One thing I never understood was the assumption among some marketing mavens I know, that certain types of consumer expenditures were simply never going to be cut. Confidence was particularly high regarding how women spent money. “Oh, lipstick always does well in recessions, it’s a cheap pick-me-up.” “Women don’t cut back on hair color” (meaning not just having their hair colored, and not just going to a salon, but remaining loyal to the particular salon/colorist they were patronizing).
Um, what about “downturn” don’t you understand? The unspoken assumption may have been that past recessions hit blue collar workers harder than the brand-obsessed classes. This one is administering pain to all income strata, and one of the side effects is trading down to cheaper products and cutting back on services.
From the Wall Street Journal:
When Summer Mills visited her local CVS drugstore recently, to save a few dollars she bought the store-brand facial scrub rather than the Olay version she normally uses.
“I thought I’d be able to tell the difference, but I couldn’t — I looked at the ingredients and they seemed almost the same,” says 30-year-old Ms. Mills, a stay-at-home mother of two in Ardmore, Okla. On her next shopping trip, “I’m going to buy the store-brand moisturizer and cleanser — it’s less money.”
Yves here. Moisturizers are one of the many ripoffs foisted on the fairer sex to keep them broke and dependent on male support. Any dermatologist will tell you (unless they are pushing their own product line, of course) that all it does is seal water into your skin, not add “moisture”. The trick is putting something on the skin that will keep the water in after you wash your face. I was told that one derm at a national conference recommended Crisco (clearly to express her dim view of marketing hype). Back to the story:
Many Americans are changing their everyday purchases and abandoning brand loyalty, prompted by the persistent financial pressure of rising food, gasoline and electricity prices. Over the past 24 months, consumer prices have risen 7.8% according to the U.S. Bureau of Labor Statistics. From coloring hair at home instead of at the salon to trying cheaper laundry detergents, new evidence indicates that Americans are modifying even minor household habits to save money.
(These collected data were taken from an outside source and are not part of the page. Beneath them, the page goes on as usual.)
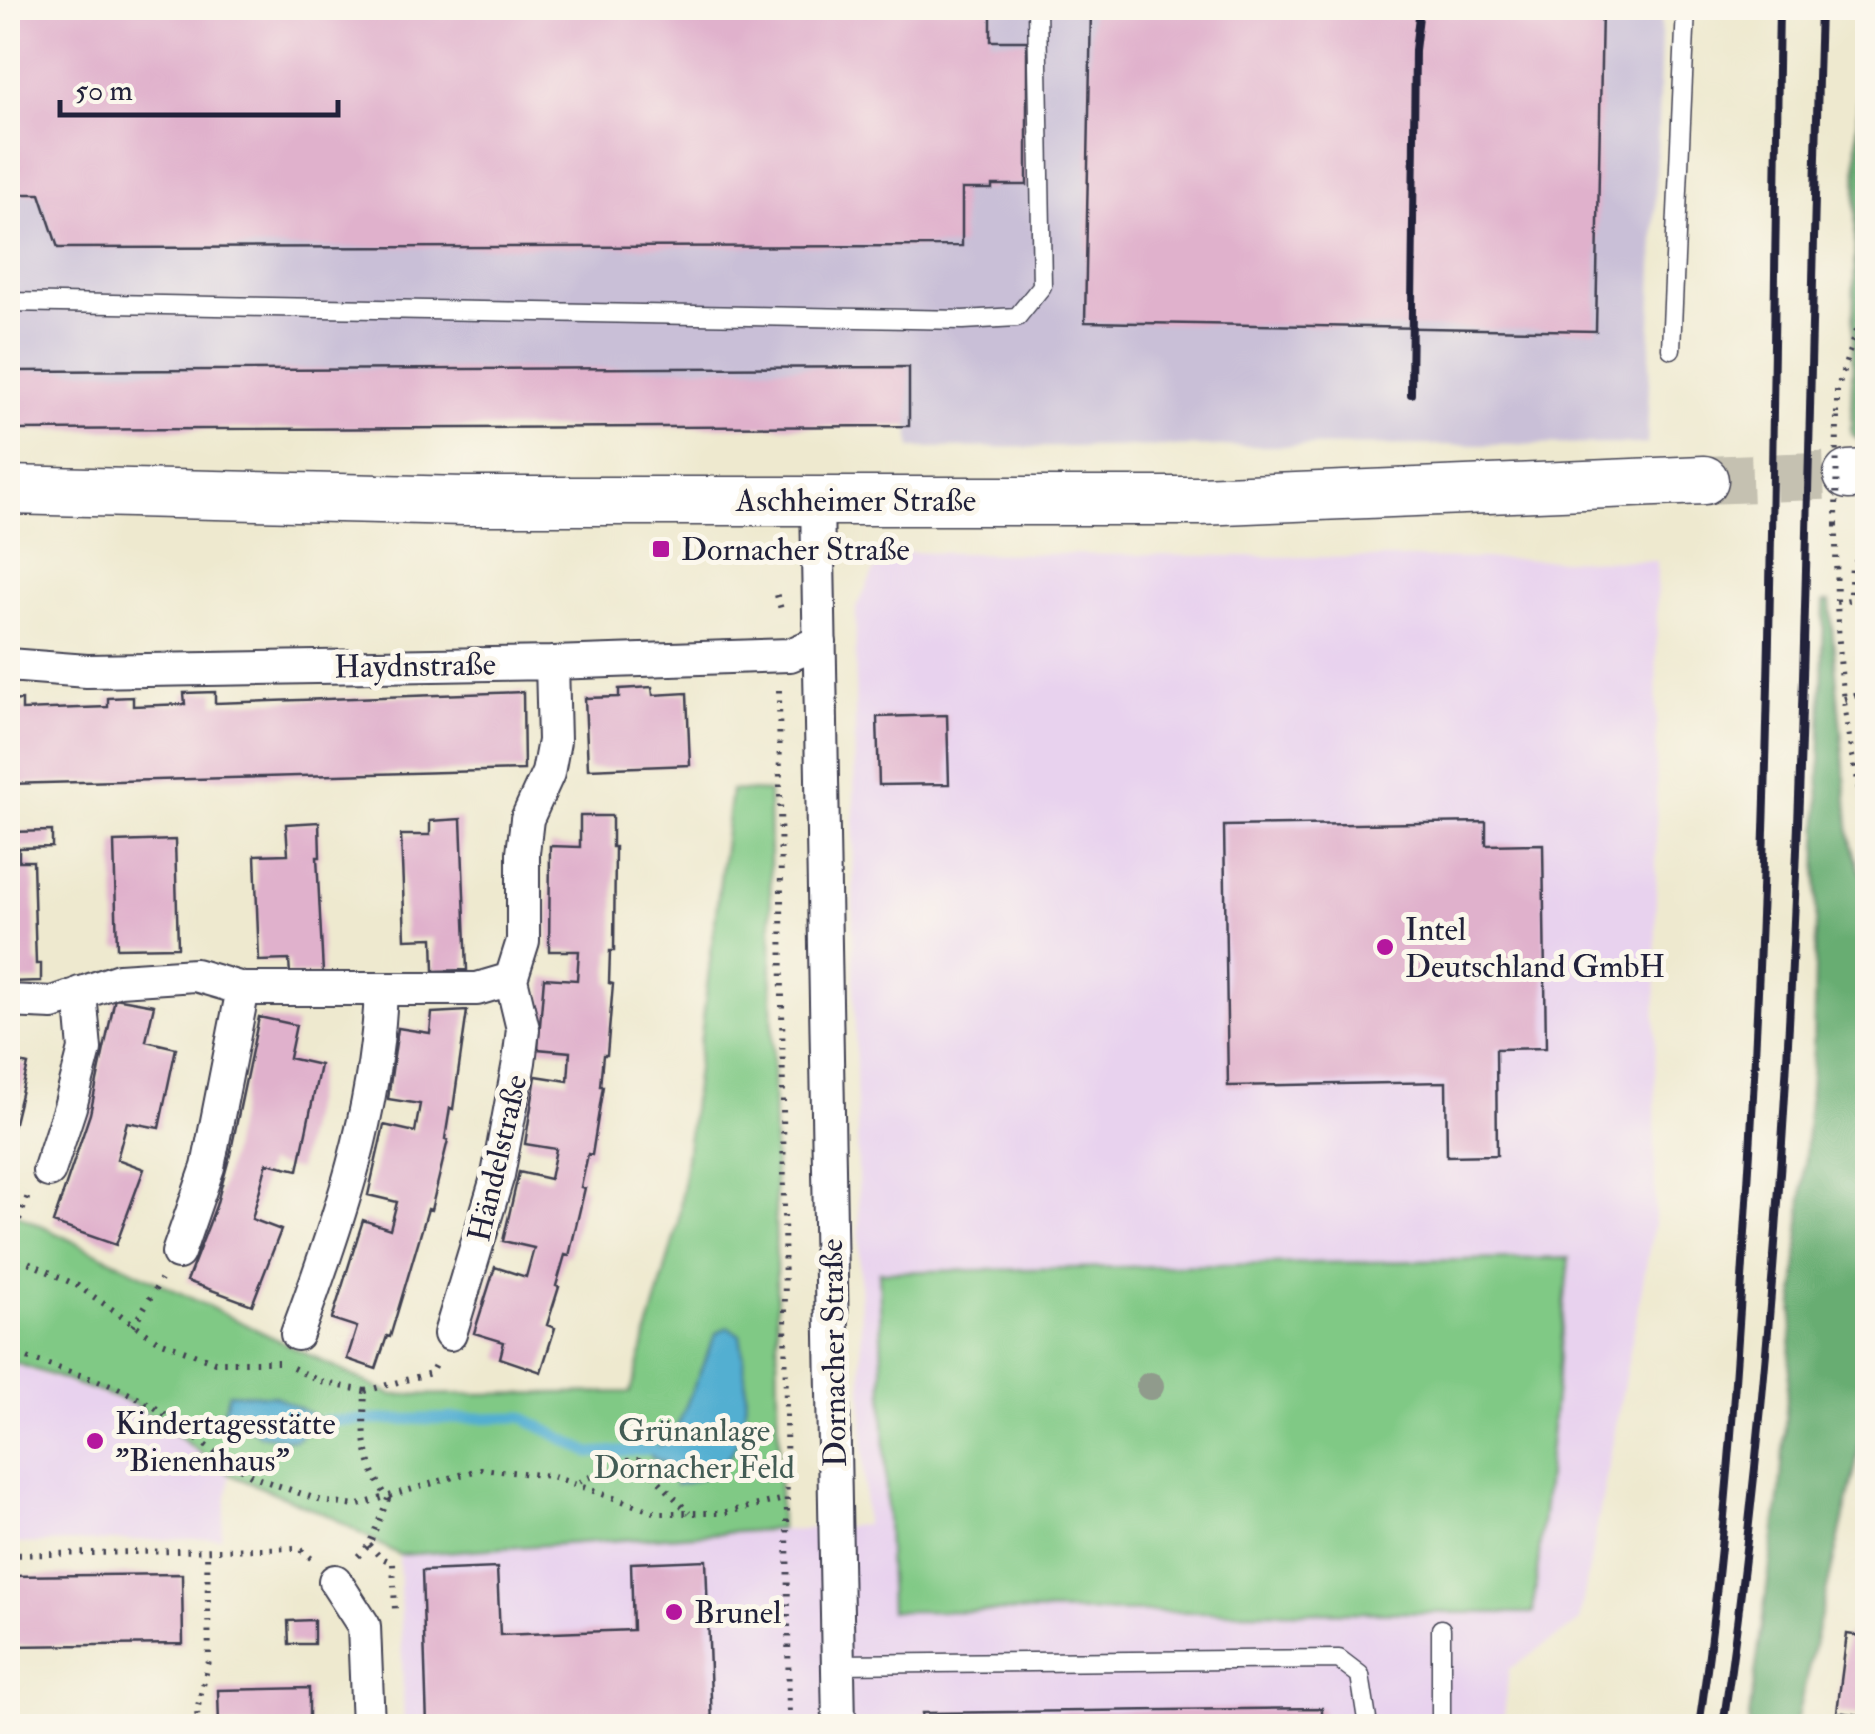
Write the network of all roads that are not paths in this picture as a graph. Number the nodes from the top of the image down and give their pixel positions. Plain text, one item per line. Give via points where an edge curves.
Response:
1 (1037, 8) edge
2 (1686, 8) edge
3 (8, 302) edge
4 (1672, 349) dead end
5 (1704, 480) tunnel mouth
6 (8, 490) edge
7 (817, 500) junction
8 (820, 642) junction
9 (552, 663) junction
10 (8, 665) edge
11 (511, 979) junction
12 (244, 989) junction
13 (382, 989) junction
14 (80, 993) junction
15 (8, 1001) edge
16 (49, 1171) dead end
17 (178, 1253) road end
18 (297, 1334) dead end
19 (450, 1334) road end
20 (335, 1581) road end
21 (1441, 1629) dead end
22 (838, 1664) junction
23 (368, 1726) edge
24 (840, 1726) edge
25 (1368, 1726) edge
26 (1441, 1726) edge

1 - 3 lane via 1042,286 1017,317
2 - 4 lane
5 - 7 main road, Aschheimer Straße via 1200,501
6 - 7 main road, Aschheimer Straße via 465,501
7 - 8 street, Dornacher Straße
8 - 9 street, Haydnstraße via 790,655
8 - 22 street, Dornacher Straße
9 - 10 street, Haydnstraße via 87,671
9 - 11 street, Händelstraße via 554,741 548,774 527,819 523,941
11 - 13 street via 478,989
11 - 19 street, Händelstraße via 522,1029 519,1062 498,1175
12 - 13 street
12 - 14 street via 195,975 118,980
12 - 17 street via 208,1166
13 - 18 street via 369,1105 334,1235
14 - 15 street via 53,1003
14 - 16 street via 84,1049
20 - 23 street via 364,1626
21 - 26 lane
22 - 24 street, Dornacher Straße
22 - 25 lane via 1339,1659 1360,1675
Kimberly-Clark Corp. CEO Thomas Falk noted that sales of the company’s potty-training pants, once one of the biggest sales-growth products in the baby aisle, have fallen off in recent months. “You’re seeing consumers leaving children in diapers longer…the diaper is less expensive per piece than a training pant,” he said in a recent conference call in which he announced a 9% decline in third-quarter earnings.
Shoppers are even buying toilet paper differently. “When they get to the end of the month, and they’re out of paycheck, they may buy a smaller-count pack,” Mr. Falk said. “You’re seeing that shift in consumer behavior during a pay-period cycle more than we maybe have in the past.”….
…,about 40% of primary household shoppers said they started buying store-brand paper products because “they are cheaper than national brands,” according to a September report by market-research company Mintel International, which interviewed 3,000 consumers. Nearly 25% of respondents reported that it is “really hard to tell the difference” between national brands and store brands of paper products. Store brands on average cost 46% less than name-brand versions, Mintel found….
Though low-income consumers have been cutting back for the past several months, now upper-income shoppers — those with household incomes of $100,000 or more — also are making significant changes, according to a new survey by IRI.
The report, titled “Shopper in Crisis,” found that 41% of upper-income consumers reduced spending on nonessential groceries, and a fourth of these consumers said they gave up favorite brands over six months in 2008. Nearly one-third of high-income shoppers said they bought more private-label products during the second quarter, up from about 20% in the first quarter of this year.
“This isn’t belt-tightening, it’s belt-notching,” says Thom Blischok, president of consulting and innovation for IRI. “These ritual changes are much deeper and happening much faster than we expected.”